Aguantar ante la incertidumbre
“Couraje [fuerza, valor] es lo que nos decíamos antes de cruzar”, cuando escondidos en los bosques de Marruecos otros compañeros se marchaban, en manos de las mafias, camino al mar, cuenta Mamadou, también guineano. El mismo mantra repetían en la patera para darse “fuerza y aguantar, pensar que lo íbamos a conseguir”, relata.
'Aguantar' es también una de las palabras que más se escucha en este escondite, y los recuerdos de la violencia de la migración sirven para superar el encierro. “El confinamiento lo llevo bien, a veces y mal. Es muy difícil pero bueno, aquí aguantando”, conjugaba tímido otro de los residentes. Había llegado a España solo siendo menor de edad, y pese a haber cumplido los 18 años, no tiene permiso de trabajo. “Cuando esto termine quiero sacarme la ESO y el grado de cocina”, medio sonreía en un español precario.
Las condiciones son duras, pero el espacio es amplio y la convivencia del día a día alivia la incertidumbre de no saber qué pasará mañana, si alguien les dará de comer. Cuentan que han pasado el encierro leyendo, haciendo deporte y jugando al fútbol, alargando las sobremesas para aprovechar la conversación, bailando y tocando música, ayudándose entre ellos con el idioma. “Habla un poco de español, tío”, le da un codazo Ibrahim a Moussa.
Moussa lleva varios meses viviendo en este piso y es el encargado de ir a hacer la compra. Trataba de reducir el tiempo fuera lo máximo posible, por el hostigamiento de la policía, relata, y porque el dinero ha escaseado estos días. Comen gracias a los pocos ahorros que consiguieron juntar los miembros del colectivo y a las donaciones y repartos de asociaciones del barrio.
“Este espacio es su casa, pero la gestionamos entre todos”, explica Will, activista antirracista y una de las personas que más tiempo lleva en Courage. Son un colectivo todoterreno, continúa, además de ofrecer esta alternativa habitacional a la acogida institucional y a migrantes que no tienen donde ir, les ayudan a solicitar asilo y a tramitar sus papeles. El objetivo es que las decenas de personas que acuden a Courage encuentren un apoyo para regularizar su situación y se inserten en el sistema de asilo, subraya Suri, activista LGTBI, y es que para el colectivo es importante visibilizar la transversalidad de las luchas.
El grupo cogió forma en verano de 2018, cuando el fuerte aumento de las llegadas a España se hizo notar en los centros de detención y acogida. Ahora las asambleas para tomar decisiones se hacen por Zoom, y una de las prioridades del colectivo es la denuncia de los actos de racismo. “Todos los días los chicos son víctimas de racismo”, apunta Will.
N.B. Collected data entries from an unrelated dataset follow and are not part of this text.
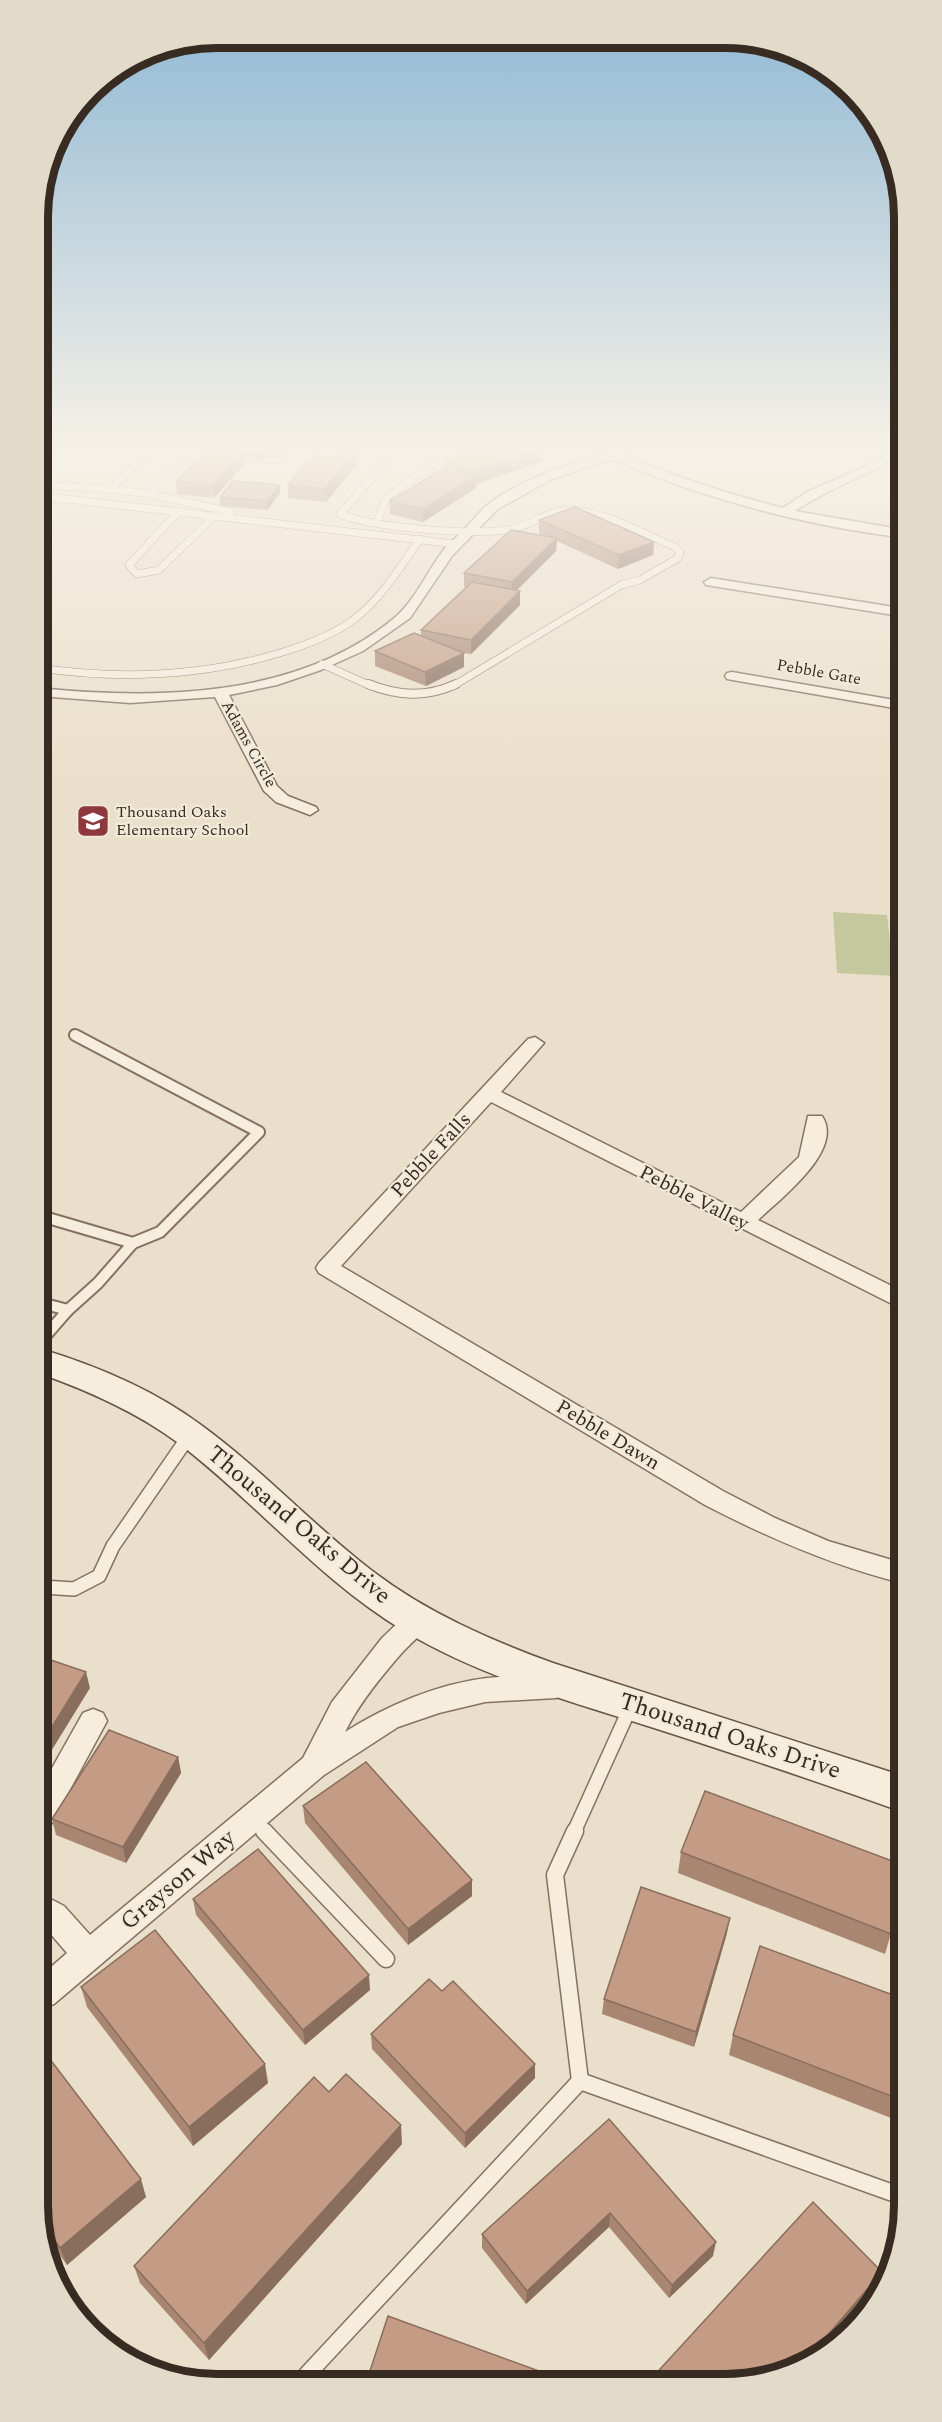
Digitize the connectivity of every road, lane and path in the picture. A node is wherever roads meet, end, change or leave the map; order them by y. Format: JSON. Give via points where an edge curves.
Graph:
{"nodes":[{"id":1,"x":135,"y":559,"type":"edge"},
{"id":2,"x":170,"y":559,"type":"edge"},
{"id":3,"x":406,"y":559,"type":"edge"},
{"id":4,"x":445,"y":559,"type":"edge"},
{"id":5,"x":677,"y":559,"type":"edge"},
{"id":6,"x":711,"y":582,"type":"dead end"},
{"id":7,"x":894,"y":611,"type":"edge"},
{"id":8,"x":322,"y":664,"type":"junction"},
{"id":9,"x":48,"y":670,"type":"edge"},
{"id":10,"x":732,"y":676,"type":"dead end"},
{"id":11,"x":220,"y":692,"type":"junction"},
{"id":12,"x":48,"y":693,"type":"edge"},
{"id":13,"x":894,"y":701,"type":"edge"},
{"id":14,"x":310,"y":810,"type":"dead end"},
{"id":15,"x":75,"y":1035,"type":"dead end"},
{"id":16,"x":535,"y":1043,"type":"dead end"},
{"id":17,"x":488,"y":1093,"type":"junction"},
{"id":18,"x":815,"y":1120,"type":"dead end"},
{"id":19,"x":48,"y":1218,"type":"edge"},
{"id":20,"x":743,"y":1222,"type":"junction"},
{"id":21,"x":133,"y":1243,"type":"junction"},
{"id":22,"x":327,"y":1268,"type":"joint"},
{"id":23,"x":894,"y":1297,"type":"edge"},
{"id":24,"x":48,"y":1305,"type":"edge"},
{"id":25,"x":68,"y":1310,"type":"junction"},
{"id":26,"x":48,"y":1333,"type":"edge"},
{"id":27,"x":48,"y":1364,"type":"edge"},
{"id":28,"x":190,"y":1434,"type":"junction"},
{"id":29,"x":894,"y":1571,"type":"edge"},
{"id":30,"x":48,"y":1587,"type":"edge"},
{"id":31,"x":418,"y":1620,"type":"junction"},
{"id":32,"x":575,"y":1686,"type":"junction"},
{"id":33,"x":632,"y":1704,"type":"junction"},
{"id":34,"x":93,"y":1721,"type":"dead end"},
{"id":35,"x":314,"y":1766,"type":"junction"},
{"id":36,"x":894,"y":1791,"type":"edge"},
{"id":37,"x":48,"y":1803,"type":"edge"},
{"id":38,"x":252,"y":1818,"type":"junction"},
{"id":39,"x":48,"y":1912,"type":"edge"},
{"id":40,"x":88,"y":1955,"type":"junction"},
{"id":41,"x":386,"y":1959,"type":"dead end"},
{"id":42,"x":48,"y":1989,"type":"edge"},
{"id":43,"x":580,"y":2081,"type":"junction"},
{"id":44,"x":894,"y":2193,"type":"edge"},
{"id":45,"x":308,"y":2374,"type":"edge"}],
"edges":[{"from":1,"to":2,"type":"lane","via":[[129,565],[136,574],[159,570]]},
{"from":3,"to":9,"type":"lane","via":[[364,611],[328,637],[255,662],[140,678]]},
{"from":4,"to":8,"type":"street","via":[[398,622],[370,642]]},
{"from":5,"to":8,"type":"lane","via":[[640,580],[621,585],[455,685],[431,694],[399,695]]},
{"from":6,"to":7,"type":"street"},
{"from":8,"to":11,"type":"street"},
{"from":10,"to":13,"type":"street","name":"Pebble Gate"},
{"from":11,"to":12,"type":"street","via":[[115,699]]},
{"from":11,"to":14,"type":"street","name":"Adams Circle","via":[[270,788],[282,800]]},
{"from":15,"to":21,"type":"lane","via":[[259,1132],[160,1232]]},
{"from":16,"to":17,"type":"street","name":"Pebble Falls"},
{"from":17,"to":20,"type":"street","name":"Pebble Valley"},
{"from":17,"to":22,"type":"street","name":"Pebble Falls"},
{"from":18,"to":20,"type":"street","via":[[816,1134],[808,1160]]},
{"from":19,"to":21,"type":"lane"},
{"from":20,"to":23,"type":"street","name":"Pebble Valley"},
{"from":21,"to":25,"type":"lane"},
{"from":22,"to":29,"type":"street","name":"Pebble Dawn","via":[[714,1498],[822,1549]]},
{"from":24,"to":25,"type":"lane"},
{"from":25,"to":26,"type":"lane"},
{"from":27,"to":28,"type":"main road","name":"Thousand Oaks Drive","via":[[98,1382]]},
{"from":28,"to":30,"type":"lane","via":[[113,1546],[99,1576],[74,1589]]},
{"from":28,"to":31,"type":"main road","name":"Thousand Oaks Drive","via":[[314,1543],[387,1602]]},
{"from":31,"to":32,"type":"main road","name":"Thousand Oaks Drive","via":[[517,1668]]},
{"from":31,"to":35,"type":"street","name":"Grayson Way","via":[[391,1646],[342,1710]]},
{"from":32,"to":33,"type":"main road","name":"Thousand Oaks Drive"},
{"from":32,"to":35,"type":"street","name":"Grayson Way","via":[[485,1690],[439,1701],[388,1719]]},
{"from":33,"to":36,"type":"main road","name":"Thousand Oaks Drive"},
{"from":33,"to":43,"type":"lane","via":[[555,1875]]},
{"from":34,"to":37,"type":"street"},
{"from":35,"to":38,"type":"street","name":"Grayson Way"},
{"from":38,"to":40,"type":"street","name":"Grayson Way"},
{"from":38,"to":41,"type":"lane"},
{"from":39,"to":40,"type":"street"},
{"from":40,"to":42,"type":"street","name":"Grayson Way"},
{"from":43,"to":44,"type":"lane"},
{"from":43,"to":45,"type":"lane"}]}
Por eso, Émile no abunda mucho en su pasado. “Lo que nos ha sucedido en la calle no lo contamos, porque la gente no lo va a creer”, sentencia con la solemnidad de quien ha visto demasiado pese a apenas superar la veintena. Prefiere centrarse en su presente. “Se habla de nosotros los migrantes, sin saber por qué estamos aquí. Yo lucho por mostrar por qué la gente tiene que marcharse de su país”, explica señalando uno de los libros que tiene sobre la cama. Versa sobre la lucha contra la esclavitud de las personas afroamericanas en Estados Unidos, y confiesa que ir a buscar ese libro ha sido el único motivo por el que ha roto la cuarentena.
Ahora que se permiten los paseos, se sienten más seguros dentro, y por las tardes juegan y hacen deporte en el garaje. Las tareas y horarios están muy organizados, paran antes de las nueve para ducharse, hacer la ablución los que sean musulmanes y estar listos para la cena. Cocinar se reparte entre varios a los que les gusta más —y son capaces de hacerlo para tantas personas—. En la sala que utilizan como comedor hay una tabla con los nombres de cada uno y los turnos de limpieza.
Después de cenar la mayoría se dispersa, muchos se van a rezar en solitario a sus habitaciones, que comparten dos personas. En el comedor se forman algunos corrillos de fumadores que conversan distendidos sobre sus creencias y las dictaduras que asolan África. Antes de marcharse, Bernand mira gracioso a otro de sus compañeros y le pasa una escoba. “Aquí todos hacemos algo”, sentencia. Si no, no serían una gran familia.
*Todos los nombres del texto han sido cambiados por deseo de sus protagonistas.